• **Records to use**

BEGIN

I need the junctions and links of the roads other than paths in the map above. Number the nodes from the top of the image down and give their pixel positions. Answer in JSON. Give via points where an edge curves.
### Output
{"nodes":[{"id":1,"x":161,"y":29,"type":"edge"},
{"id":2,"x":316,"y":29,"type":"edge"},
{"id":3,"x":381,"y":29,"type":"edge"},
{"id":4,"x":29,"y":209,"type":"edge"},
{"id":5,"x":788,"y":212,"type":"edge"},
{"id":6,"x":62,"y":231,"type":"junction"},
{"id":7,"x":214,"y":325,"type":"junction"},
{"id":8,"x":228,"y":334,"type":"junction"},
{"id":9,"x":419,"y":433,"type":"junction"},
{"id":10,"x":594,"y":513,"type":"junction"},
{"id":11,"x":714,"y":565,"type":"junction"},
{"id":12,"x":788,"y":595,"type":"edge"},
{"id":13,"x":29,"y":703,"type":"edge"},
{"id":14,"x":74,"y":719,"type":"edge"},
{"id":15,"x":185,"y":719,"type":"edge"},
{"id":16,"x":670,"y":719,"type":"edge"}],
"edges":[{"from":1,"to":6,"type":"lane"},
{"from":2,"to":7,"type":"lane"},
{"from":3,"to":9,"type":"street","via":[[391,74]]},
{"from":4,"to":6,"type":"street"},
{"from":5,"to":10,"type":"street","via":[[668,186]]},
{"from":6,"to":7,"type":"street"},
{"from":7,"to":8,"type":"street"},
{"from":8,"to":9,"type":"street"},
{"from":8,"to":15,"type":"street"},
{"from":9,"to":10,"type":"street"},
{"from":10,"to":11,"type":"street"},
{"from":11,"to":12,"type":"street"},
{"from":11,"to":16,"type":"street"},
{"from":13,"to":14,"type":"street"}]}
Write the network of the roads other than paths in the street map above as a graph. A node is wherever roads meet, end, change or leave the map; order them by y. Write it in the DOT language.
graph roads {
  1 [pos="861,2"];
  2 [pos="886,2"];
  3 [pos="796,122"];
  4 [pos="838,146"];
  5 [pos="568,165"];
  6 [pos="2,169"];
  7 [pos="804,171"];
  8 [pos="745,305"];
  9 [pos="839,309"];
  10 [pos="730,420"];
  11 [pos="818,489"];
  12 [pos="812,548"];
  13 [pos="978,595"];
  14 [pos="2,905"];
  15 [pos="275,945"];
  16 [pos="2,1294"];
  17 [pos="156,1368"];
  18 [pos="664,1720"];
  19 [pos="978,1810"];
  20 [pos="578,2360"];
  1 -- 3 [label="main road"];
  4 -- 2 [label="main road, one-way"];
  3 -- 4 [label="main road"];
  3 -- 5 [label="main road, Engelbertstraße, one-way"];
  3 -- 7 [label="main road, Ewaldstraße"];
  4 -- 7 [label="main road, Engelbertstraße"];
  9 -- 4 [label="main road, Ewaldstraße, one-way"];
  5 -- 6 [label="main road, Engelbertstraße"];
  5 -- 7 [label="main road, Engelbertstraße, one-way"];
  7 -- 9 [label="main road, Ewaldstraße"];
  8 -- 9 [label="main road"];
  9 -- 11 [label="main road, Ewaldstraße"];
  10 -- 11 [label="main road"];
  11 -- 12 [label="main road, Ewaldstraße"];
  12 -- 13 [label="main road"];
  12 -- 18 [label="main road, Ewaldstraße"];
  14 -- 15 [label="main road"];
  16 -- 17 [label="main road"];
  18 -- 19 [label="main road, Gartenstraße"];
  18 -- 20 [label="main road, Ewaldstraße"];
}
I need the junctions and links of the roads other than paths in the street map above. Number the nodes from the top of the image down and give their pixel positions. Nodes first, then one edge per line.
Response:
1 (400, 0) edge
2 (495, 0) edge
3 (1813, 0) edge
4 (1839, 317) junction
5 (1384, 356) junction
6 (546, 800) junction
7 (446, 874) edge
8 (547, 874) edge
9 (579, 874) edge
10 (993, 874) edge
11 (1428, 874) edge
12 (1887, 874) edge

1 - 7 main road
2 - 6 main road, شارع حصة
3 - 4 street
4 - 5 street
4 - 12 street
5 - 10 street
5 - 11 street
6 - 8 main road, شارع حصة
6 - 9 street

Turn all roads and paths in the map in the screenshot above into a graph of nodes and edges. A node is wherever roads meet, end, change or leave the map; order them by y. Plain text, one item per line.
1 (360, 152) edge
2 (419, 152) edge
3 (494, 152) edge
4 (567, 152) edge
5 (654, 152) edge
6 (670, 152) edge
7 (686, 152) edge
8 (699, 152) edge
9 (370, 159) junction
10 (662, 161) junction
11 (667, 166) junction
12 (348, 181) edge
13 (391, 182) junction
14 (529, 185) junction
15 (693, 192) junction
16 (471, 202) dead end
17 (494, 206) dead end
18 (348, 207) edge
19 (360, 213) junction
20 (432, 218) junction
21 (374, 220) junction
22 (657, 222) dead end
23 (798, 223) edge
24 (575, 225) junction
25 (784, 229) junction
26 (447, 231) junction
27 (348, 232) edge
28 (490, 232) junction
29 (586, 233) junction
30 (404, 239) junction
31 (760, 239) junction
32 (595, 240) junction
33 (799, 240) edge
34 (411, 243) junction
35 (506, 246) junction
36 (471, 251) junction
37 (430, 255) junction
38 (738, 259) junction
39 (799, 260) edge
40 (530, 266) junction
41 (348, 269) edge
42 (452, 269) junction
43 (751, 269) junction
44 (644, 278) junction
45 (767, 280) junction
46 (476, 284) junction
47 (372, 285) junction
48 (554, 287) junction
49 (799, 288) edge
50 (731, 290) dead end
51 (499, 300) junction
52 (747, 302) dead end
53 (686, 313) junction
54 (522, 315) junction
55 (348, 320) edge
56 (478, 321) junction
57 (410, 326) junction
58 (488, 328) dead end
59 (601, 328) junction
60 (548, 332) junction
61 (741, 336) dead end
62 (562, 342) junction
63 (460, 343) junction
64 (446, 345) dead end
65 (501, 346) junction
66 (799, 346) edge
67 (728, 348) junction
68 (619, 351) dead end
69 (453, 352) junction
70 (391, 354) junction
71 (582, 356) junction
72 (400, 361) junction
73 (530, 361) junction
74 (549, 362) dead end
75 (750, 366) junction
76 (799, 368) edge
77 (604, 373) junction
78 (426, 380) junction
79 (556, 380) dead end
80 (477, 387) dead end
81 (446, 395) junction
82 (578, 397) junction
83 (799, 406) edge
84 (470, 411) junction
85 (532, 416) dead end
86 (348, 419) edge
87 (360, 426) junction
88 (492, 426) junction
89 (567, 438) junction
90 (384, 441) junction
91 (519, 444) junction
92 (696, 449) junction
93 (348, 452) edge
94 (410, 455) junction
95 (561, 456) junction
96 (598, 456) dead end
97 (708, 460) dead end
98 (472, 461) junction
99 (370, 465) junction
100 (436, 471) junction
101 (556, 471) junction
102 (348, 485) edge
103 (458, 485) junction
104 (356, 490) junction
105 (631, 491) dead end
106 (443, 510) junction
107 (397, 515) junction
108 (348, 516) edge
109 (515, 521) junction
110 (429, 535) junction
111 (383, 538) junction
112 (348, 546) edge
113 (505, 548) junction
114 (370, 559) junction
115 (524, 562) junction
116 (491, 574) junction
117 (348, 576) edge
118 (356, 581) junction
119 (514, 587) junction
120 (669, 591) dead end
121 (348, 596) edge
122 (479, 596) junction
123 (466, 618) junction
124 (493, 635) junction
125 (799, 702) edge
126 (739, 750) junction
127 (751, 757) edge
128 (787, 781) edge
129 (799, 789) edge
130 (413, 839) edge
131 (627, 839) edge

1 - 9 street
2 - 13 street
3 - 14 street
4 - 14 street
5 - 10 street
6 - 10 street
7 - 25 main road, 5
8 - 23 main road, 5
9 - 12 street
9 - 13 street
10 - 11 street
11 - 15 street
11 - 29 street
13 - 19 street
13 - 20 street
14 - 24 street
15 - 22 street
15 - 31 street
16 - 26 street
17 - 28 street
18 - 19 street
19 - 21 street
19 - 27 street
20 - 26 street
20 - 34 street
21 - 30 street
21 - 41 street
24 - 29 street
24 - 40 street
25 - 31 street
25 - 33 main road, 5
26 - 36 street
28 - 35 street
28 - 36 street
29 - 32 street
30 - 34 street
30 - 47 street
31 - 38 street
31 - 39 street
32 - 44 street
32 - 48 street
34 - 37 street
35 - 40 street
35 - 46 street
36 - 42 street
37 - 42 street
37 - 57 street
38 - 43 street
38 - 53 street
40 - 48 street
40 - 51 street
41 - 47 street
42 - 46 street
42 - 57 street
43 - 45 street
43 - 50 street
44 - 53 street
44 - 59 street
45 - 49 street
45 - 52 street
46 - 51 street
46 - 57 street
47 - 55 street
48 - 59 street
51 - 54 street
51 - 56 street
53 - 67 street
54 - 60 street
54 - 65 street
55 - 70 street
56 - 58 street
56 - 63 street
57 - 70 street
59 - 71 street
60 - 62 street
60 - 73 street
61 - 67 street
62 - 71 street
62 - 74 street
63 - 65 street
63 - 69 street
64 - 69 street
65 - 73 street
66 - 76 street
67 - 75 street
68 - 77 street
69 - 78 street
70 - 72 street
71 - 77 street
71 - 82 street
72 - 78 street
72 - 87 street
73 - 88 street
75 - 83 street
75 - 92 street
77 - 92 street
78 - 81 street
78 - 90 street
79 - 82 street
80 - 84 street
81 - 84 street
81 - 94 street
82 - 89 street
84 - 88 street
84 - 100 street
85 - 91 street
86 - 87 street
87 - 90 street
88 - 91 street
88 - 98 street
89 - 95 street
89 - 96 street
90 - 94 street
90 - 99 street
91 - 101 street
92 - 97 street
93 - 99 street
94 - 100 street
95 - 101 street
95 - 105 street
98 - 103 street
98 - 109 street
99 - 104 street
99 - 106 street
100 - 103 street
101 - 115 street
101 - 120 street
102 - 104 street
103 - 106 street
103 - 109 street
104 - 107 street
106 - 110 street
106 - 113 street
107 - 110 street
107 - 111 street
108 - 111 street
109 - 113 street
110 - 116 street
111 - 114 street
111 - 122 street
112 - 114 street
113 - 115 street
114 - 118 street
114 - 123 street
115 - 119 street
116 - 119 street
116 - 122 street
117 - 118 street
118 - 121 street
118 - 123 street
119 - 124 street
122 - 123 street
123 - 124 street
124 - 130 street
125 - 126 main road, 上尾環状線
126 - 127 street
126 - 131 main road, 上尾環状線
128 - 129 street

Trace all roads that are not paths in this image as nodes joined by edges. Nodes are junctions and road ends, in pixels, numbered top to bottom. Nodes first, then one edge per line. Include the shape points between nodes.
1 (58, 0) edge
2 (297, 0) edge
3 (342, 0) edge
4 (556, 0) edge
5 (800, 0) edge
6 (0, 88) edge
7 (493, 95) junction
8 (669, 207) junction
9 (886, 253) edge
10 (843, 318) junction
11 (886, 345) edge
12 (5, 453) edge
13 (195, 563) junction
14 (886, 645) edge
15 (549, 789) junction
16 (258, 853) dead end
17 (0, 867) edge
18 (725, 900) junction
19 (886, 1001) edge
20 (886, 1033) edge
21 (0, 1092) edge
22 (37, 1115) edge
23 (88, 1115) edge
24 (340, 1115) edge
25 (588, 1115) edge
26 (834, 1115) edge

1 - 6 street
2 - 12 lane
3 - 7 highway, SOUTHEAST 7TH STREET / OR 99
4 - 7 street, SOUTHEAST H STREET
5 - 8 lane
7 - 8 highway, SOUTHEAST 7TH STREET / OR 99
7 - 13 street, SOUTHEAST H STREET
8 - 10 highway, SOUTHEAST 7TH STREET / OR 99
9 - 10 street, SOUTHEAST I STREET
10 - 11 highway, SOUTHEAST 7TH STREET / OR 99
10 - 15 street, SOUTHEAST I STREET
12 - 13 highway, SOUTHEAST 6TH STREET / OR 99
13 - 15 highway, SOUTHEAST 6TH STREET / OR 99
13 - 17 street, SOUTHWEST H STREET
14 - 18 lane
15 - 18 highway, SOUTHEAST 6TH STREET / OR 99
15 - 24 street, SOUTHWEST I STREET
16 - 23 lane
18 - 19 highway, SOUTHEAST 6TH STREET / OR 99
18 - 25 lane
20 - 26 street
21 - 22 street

END

• **Aim of the task**
For each line in the material above that holds the word "lane", add one to a count; state only the final number.

• **Final answer**
7